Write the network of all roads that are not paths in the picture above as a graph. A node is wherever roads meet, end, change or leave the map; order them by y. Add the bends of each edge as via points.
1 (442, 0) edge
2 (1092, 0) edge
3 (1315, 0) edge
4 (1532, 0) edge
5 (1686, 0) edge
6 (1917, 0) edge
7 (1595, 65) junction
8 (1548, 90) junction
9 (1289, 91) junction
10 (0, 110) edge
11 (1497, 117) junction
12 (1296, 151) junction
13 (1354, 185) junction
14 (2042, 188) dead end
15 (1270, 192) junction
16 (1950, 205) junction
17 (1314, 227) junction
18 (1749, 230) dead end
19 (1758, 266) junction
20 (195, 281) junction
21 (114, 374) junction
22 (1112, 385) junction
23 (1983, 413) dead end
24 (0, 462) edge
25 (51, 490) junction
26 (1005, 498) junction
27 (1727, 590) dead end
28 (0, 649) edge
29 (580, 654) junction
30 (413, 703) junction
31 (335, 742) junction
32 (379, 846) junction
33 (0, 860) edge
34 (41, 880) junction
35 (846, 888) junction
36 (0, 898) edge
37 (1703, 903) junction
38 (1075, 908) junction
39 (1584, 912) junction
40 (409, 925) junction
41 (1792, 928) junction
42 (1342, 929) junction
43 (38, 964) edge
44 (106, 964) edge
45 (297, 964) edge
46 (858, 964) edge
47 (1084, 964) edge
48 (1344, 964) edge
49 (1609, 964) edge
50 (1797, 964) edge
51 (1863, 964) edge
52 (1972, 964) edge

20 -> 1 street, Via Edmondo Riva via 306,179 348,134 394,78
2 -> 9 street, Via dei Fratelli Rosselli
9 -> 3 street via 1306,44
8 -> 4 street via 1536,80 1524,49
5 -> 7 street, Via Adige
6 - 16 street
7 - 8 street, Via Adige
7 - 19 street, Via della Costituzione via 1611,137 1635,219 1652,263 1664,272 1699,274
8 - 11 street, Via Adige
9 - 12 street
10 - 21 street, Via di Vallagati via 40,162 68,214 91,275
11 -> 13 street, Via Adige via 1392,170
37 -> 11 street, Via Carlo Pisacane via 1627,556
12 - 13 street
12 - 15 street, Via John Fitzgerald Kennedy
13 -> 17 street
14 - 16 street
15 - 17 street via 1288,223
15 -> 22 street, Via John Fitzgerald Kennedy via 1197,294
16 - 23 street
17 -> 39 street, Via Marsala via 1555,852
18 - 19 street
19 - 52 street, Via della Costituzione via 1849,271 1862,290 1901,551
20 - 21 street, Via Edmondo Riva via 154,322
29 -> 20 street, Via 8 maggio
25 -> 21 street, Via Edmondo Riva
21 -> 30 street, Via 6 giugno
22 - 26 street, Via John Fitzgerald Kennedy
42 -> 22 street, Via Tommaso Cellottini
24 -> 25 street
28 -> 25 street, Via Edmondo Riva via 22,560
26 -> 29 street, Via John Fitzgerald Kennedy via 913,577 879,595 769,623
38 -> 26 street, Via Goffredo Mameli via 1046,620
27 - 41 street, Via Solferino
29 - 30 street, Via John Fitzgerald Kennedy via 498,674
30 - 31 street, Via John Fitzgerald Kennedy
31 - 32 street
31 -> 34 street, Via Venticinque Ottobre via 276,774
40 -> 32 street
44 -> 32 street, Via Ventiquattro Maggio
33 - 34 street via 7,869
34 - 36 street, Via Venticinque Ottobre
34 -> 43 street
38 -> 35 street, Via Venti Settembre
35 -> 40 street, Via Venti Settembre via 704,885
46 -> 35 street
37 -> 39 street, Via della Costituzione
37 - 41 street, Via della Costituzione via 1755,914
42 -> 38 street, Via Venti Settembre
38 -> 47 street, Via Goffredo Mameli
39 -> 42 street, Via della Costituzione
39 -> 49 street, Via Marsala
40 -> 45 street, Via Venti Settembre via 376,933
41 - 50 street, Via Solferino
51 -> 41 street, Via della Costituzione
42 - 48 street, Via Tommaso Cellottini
┄┄┄┄┄┄┄┄┄┄┄┄┄┄┄┄┄┄┄┄
GOAL OF THE EXERCISE >>
Lines with "dead" in them are what the answer must contain; copy each from the records above.

SOLUTION TO THIS EXERCISE >>
14 (2042, 188) dead end
18 (1749, 230) dead end
23 (1983, 413) dead end
27 (1727, 590) dead end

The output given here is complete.